Incendie de bus près de Bamako : la pression jihadiste s’intensifie sur les axes routiers
Dans la matinée du 16 mai, plusieurs véhicules de transport en commun ont été la cible d’une attaque ciblée dans la forêt classée de Faya, sur l’axe stratégique reliant Bamako à Ségou. Des individus armés ont forcé les passagers à évacuer avant d’immoler les bus sous les yeux des témoins horrifiés.
Violences et blessés : les conséquences immédiates des attaques
Selon les premiers témoignages, des échanges de tirs ont éclaté lorsque certains chauffeurs ont refusé de se soumettre aux exigences des assaillants. Plusieurs personnes ont été prises pour cible, laissant derrière elles un bilan de plusieurs blessés. Sept véhicules ont été entièrement détruits par les flammes, aggravant la crise sécuritaire dans une région déjà sous haute tension.
Un blocus méthodique autour de Bamako
Depuis le 30 avril, des factions armées affiliées au JNIM — lié à Al-Qaïda — ont instauré un blocus routier autour de la capitale malienne. Cette stratégie de pression, qui coïncide avec des attaques coordonnées d’envergure fin avril, vise à asphyxier l’approvisionnement de Bamako et à déstabiliser les autorités locales.
Pénuries et tensions économiques avant la Tabaski
Les répercussions de ce blocus se font d’ores et déjà ressentir sur l’économie locale. Les commerçants, inquiets pour leurs livraisons, signalent des ruptures de stock, notamment pour le bétail, essentiel à l’approvisionnement avant la fête de la Tabaski. Plusieurs camions transportant des moutons ont également été incendiés ces dernières semaines, exacerbant les craintes de pénuries et de flambée des prix.
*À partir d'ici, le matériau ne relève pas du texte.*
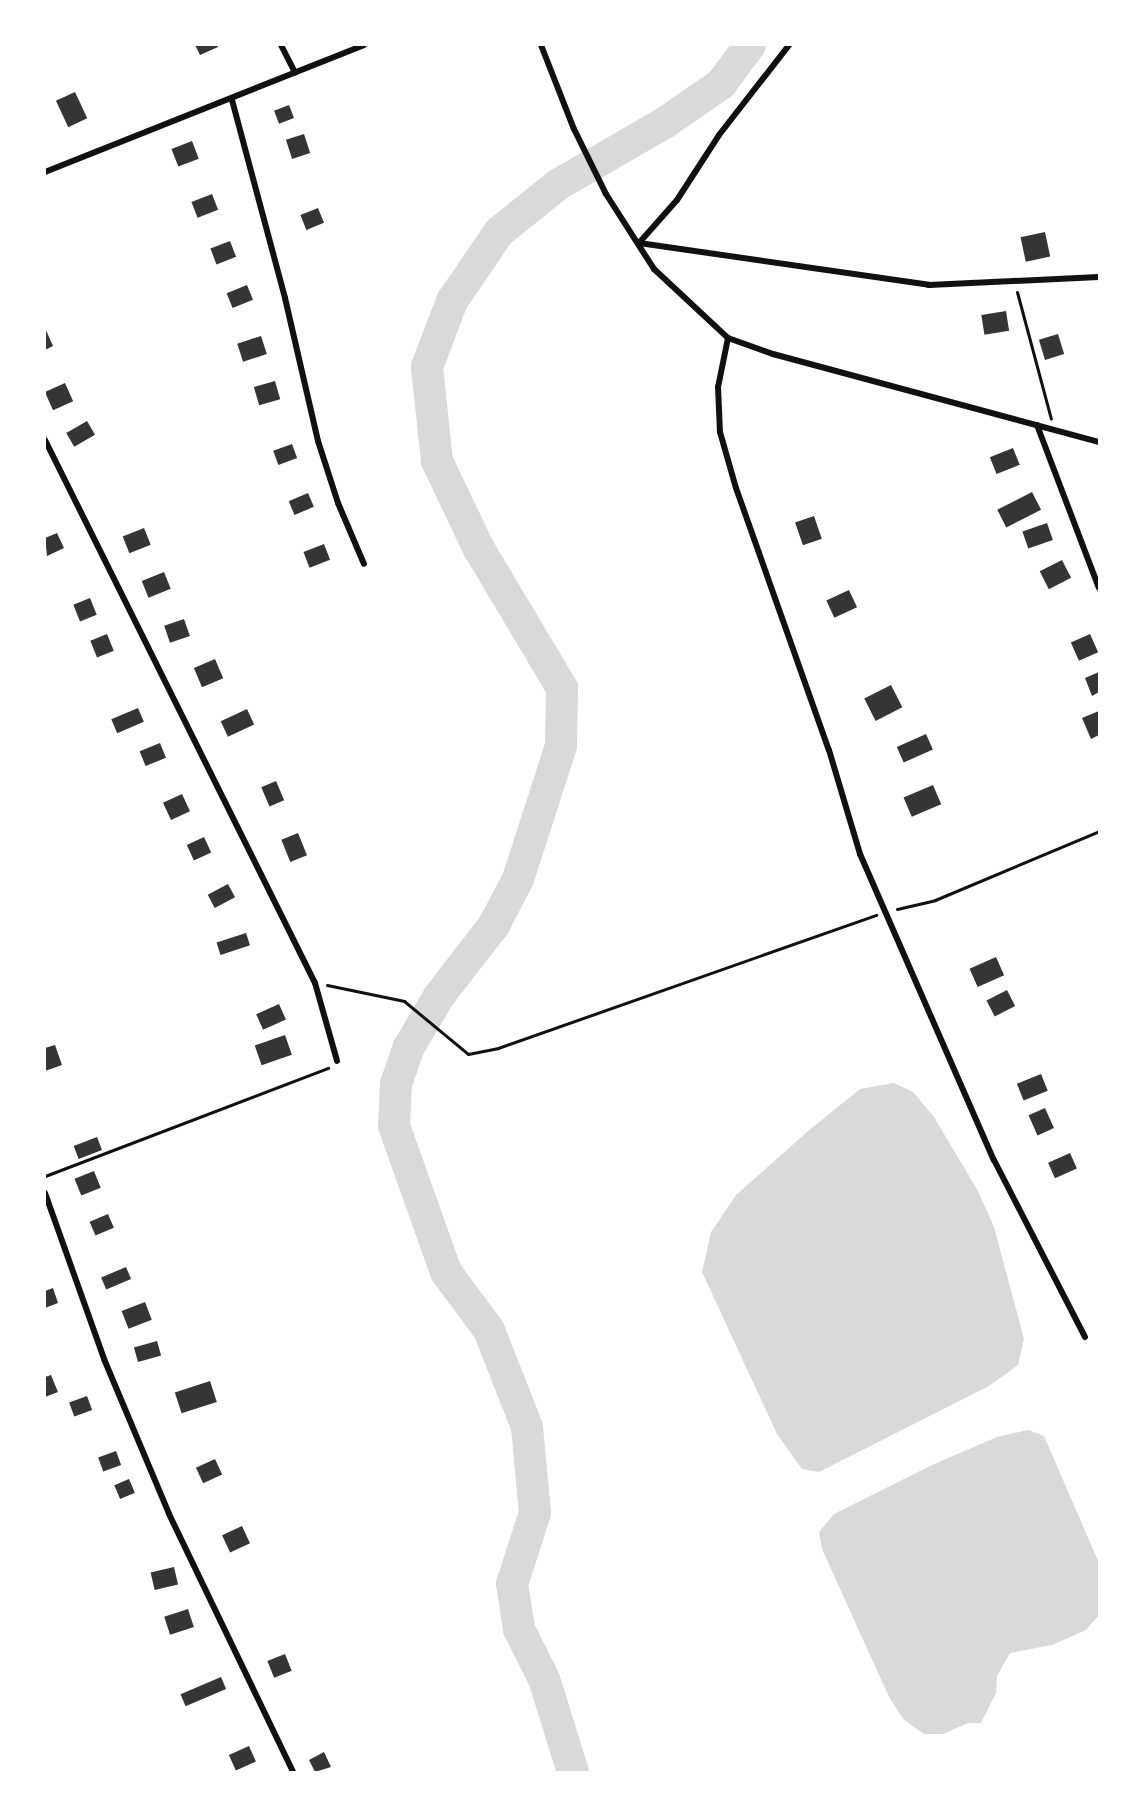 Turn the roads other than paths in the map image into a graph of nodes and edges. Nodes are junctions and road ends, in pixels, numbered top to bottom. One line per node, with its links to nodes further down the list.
1 (281, 45): 5 (street)
2 (364, 45): 5 (street)
3 (541, 45): 8 (street)
4 (789, 45): 8 (street)
5 (295, 73): 6 (street)
6 (232, 100): 7 (street); 14 (street)
7 (45, 172)
8 (639, 243): 9 (street); 10 (street)
9 (1099, 277)
10 (728, 338): 11 (street); 18 (street)
11 (1036, 424): 13 (street); 15 (street)
12 (45, 440): 16 (street)
13 (1099, 442)
14 (364, 564)
15 (1099, 588)
16 (337, 1061)
17 (45, 1193): 19 (street)
18 (1085, 1337)
19 (293, 1772) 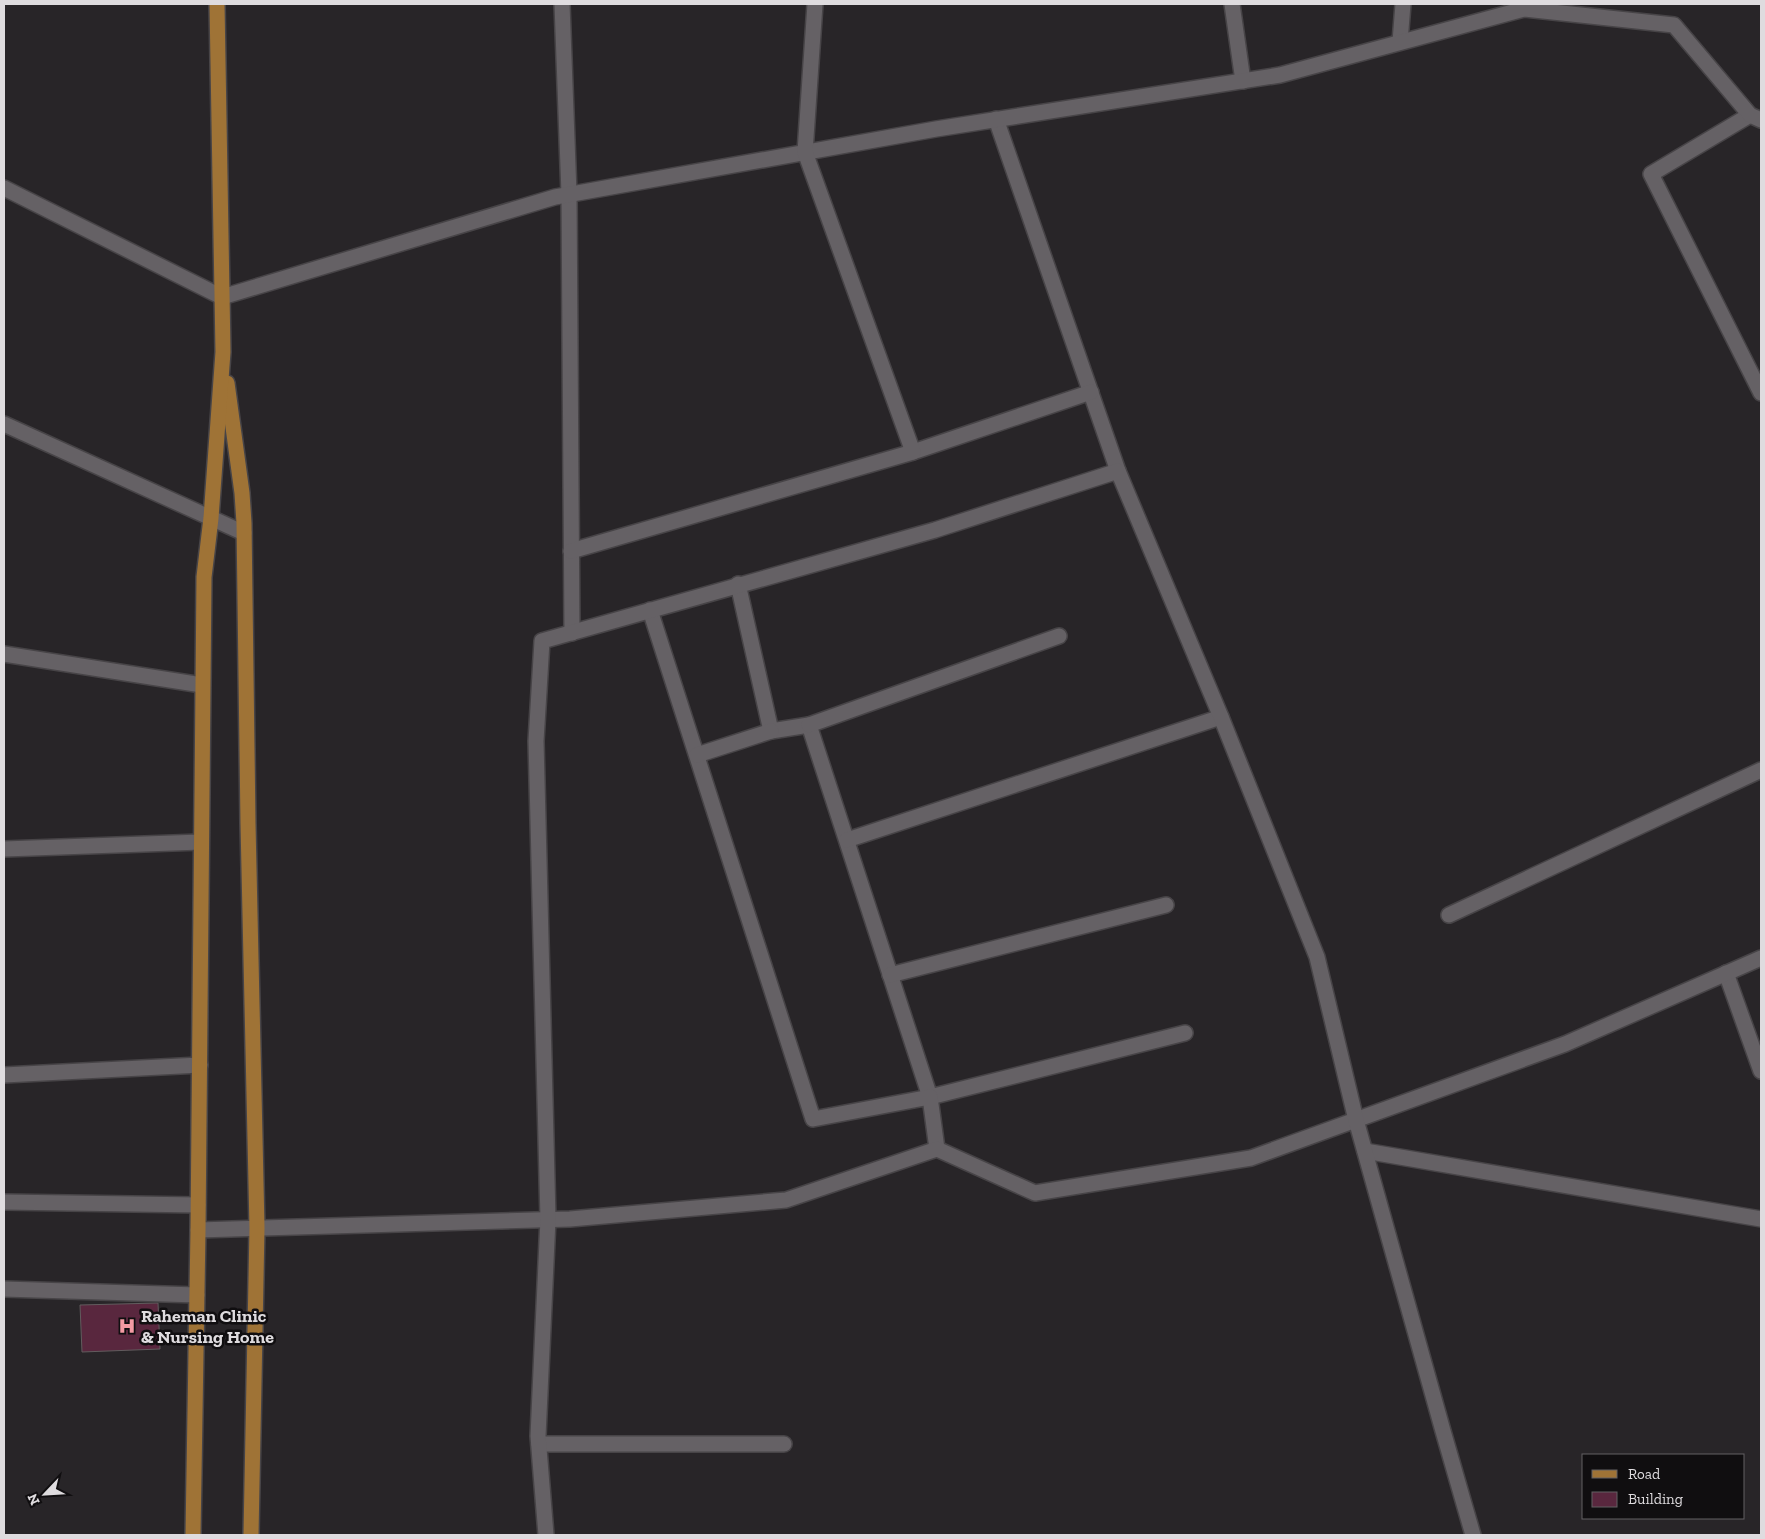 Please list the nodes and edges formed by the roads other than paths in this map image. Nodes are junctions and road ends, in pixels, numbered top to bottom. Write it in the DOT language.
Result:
graph roads {
  1 [pos="217,4"];
  2 [pos="562,4"];
  3 [pos="815,4"];
  4 [pos="1232,4"];
  5 [pos="1404,4"];
  6 [pos="1525,6"];
  7 [pos="1400,42"];
  8 [pos="1243,81"];
  9 [pos="1756,117"];
  10 [pos="996,119"];
  11 [pos="805,152"];
  12 [pos="4,186"];
  13 [pos="569,194"];
  14 [pos="222,297"];
  15 [pos="223,352"];
  16 [pos="1091,392"];
  17 [pos="1761,393"];
  18 [pos="4,424"];
  19 [pos="913,452"];
  20 [pos="1118,471"];
  21 [pos="210,518"];
  22 [pos="244,533"];
  23 [pos="572,551"];
  24 [pos="738,584"];
  25 [pos="650,610"];
  26 [pos="572,633"];
  27 [pos="1059,636"];
  28 [pos="4,654"];
  29 [pos="202,685"];
  30 [pos="1221,717"];
  31 [pos="809,725"];
  32 [pos="771,731"];
  33 [pos="697,755"];
  34 [pos="1761,770"];
  35 [pos="847,840"];
  36 [pos="201,842"];
  37 [pos="4,849"];
  38 [pos="1166,905"];
  39 [pos="1449,915"];
  40 [pos="1761,958"];
  41 [pos="1726,973"];
  42 [pos="890,975"];
  43 [pos="1184,1033"];
  44 [pos="200,1065"];
  45 [pos="1761,1071"];
  46 [pos="4,1075"];
  47 [pos="930,1097"];
  48 [pos="1356,1120"];
  49 [pos="937,1149"];
  50 [pos="1365,1151"];
  51 [pos="4,1202"];
  52 [pos="198,1205"];
  53 [pos="548,1219"];
  54 [pos="1761,1219"];
  55 [pos="257,1228"];
  56 [pos="198,1230"];
  57 [pos="4,1289"];
  58 [pos="197,1295"];
  59 [pos="539,1444"];
  60 [pos="784,1444"];
  61 [pos="193,1535"];
  62 [pos="251,1535"];
  63 [pos="546,1535"];
  64 [pos="1473,1535"];
  1 -- 14 [label="main road"];
  2 -- 13 [label="street"];
  3 -- 11 [label="street"];
  4 -- 8 [label="street"];
  5 -- 7 [label="street"];
  6 -- 7 [label="street"];
  6 -- 9 [label="street"];
  7 -- 8 [label="street"];
  8 -- 10 [label="street"];
  9 -- 17 [label="street"];
  10 -- 11 [label="street"];
  10 -- 16 [label="street"];
  11 -- 13 [label="street"];
  11 -- 19 [label="street"];
  12 -- 14 [label="street"];
  13 -- 14 [label="street"];
  13 -- 23 [label="street"];
  14 -- 15 [label="main road"];
  15 -- 21 [label="main road"];
  15 -- 22 [label="main road"];
  16 -- 19 [label="street"];
  16 -- 20 [label="street"];
  18 -- 21 [label="street"];
  19 -- 23 [label="street"];
  20 -- 24 [label="street"];
  20 -- 30 [label="street"];
  21 -- 22 [label="street"];
  21 -- 29 [label="main road"];
  22 -- 55 [label="main road"];
  23 -- 26 [label="street"];
  24 -- 25 [label="street"];
  24 -- 32 [label="street"];
  25 -- 26 [label="street"];
  25 -- 33 [label="street"];
  26 -- 53 [label="street"];
  27 -- 31 [label="street"];
  28 -- 29 [label="street"];
  29 -- 36 [label="main road"];
  30 -- 35 [label="street"];
  30 -- 48 [label="street"];
  31 -- 32 [label="street"];
  31 -- 35 [label="street"];
  32 -- 33 [label="street"];
  33 -- 47 [label="street"];
  34 -- 39 [label="street"];
  35 -- 42 [label="street"];
  36 -- 37 [label="street"];
  36 -- 44 [label="main road"];
  38 -- 42 [label="street"];
  40 -- 41 [label="street"];
  41 -- 45 [label="street"];
  41 -- 48 [label="street"];
  42 -- 47 [label="street"];
  43 -- 47 [label="street"];
  44 -- 46 [label="street"];
  44 -- 52 [label="main road"];
  47 -- 49 [label="street"];
  48 -- 49 [label="street"];
  48 -- 50 [label="street"];
  49 -- 53 [label="street"];
  50 -- 54 [label="street"];
  50 -- 64 [label="street"];
  51 -- 52 [label="street"];
  52 -- 56 [label="main road"];
  53 -- 55 [label="street"];
  53 -- 59 [label="street"];
  55 -- 56 [label="street"];
  55 -- 62 [label="main road"];
  56 -- 58 [label="main road"];
  57 -- 58 [label="street"];
  58 -- 61 [label="main road"];
  59 -- 60 [label="street"];
  59 -- 63 [label="street"];
} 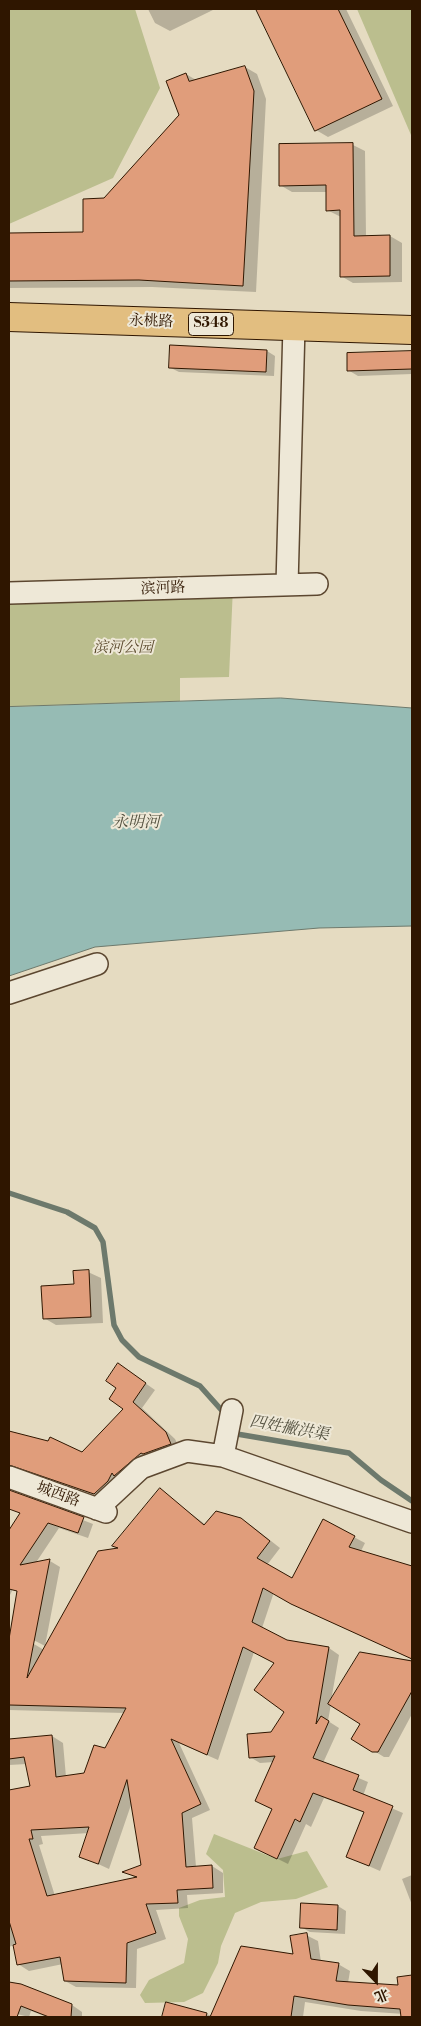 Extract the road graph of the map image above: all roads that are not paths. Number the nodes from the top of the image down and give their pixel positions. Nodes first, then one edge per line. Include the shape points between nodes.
1 (9, 317) edge
2 (294, 326) junction
3 (412, 330) edge
4 (317, 584) dead end
5 (287, 585) junction
6 (9, 593) edge
7 (97, 964) dead end
8 (9, 993) edge
9 (232, 1410) dead end
10 (225, 1447) junction
11 (9, 1477) edge
12 (412, 1522) edge

1 - 2 main road, 永桃路 / S348
2 - 3 main road, 永桃路 / S348
2 - 5 street
4 - 5 street, 滨河路
5 - 6 street, 滨河路
7 - 8 street
9 - 10 street
10 - 11 street, 城西路 via 187,1451 141,1468 101,1510
10 - 12 street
Une situation qui préoccupe les populations
Les habitants de la région expriment leur angoisse face à cette escalade de la violence. Les déplacements entre Bamako et les villes voisines deviennent de plus en plus périlleux, tandis que les autorités peinent à rétablir la sécurité sur ces axes vitaux pour la vie quotidienne et l’activité économique.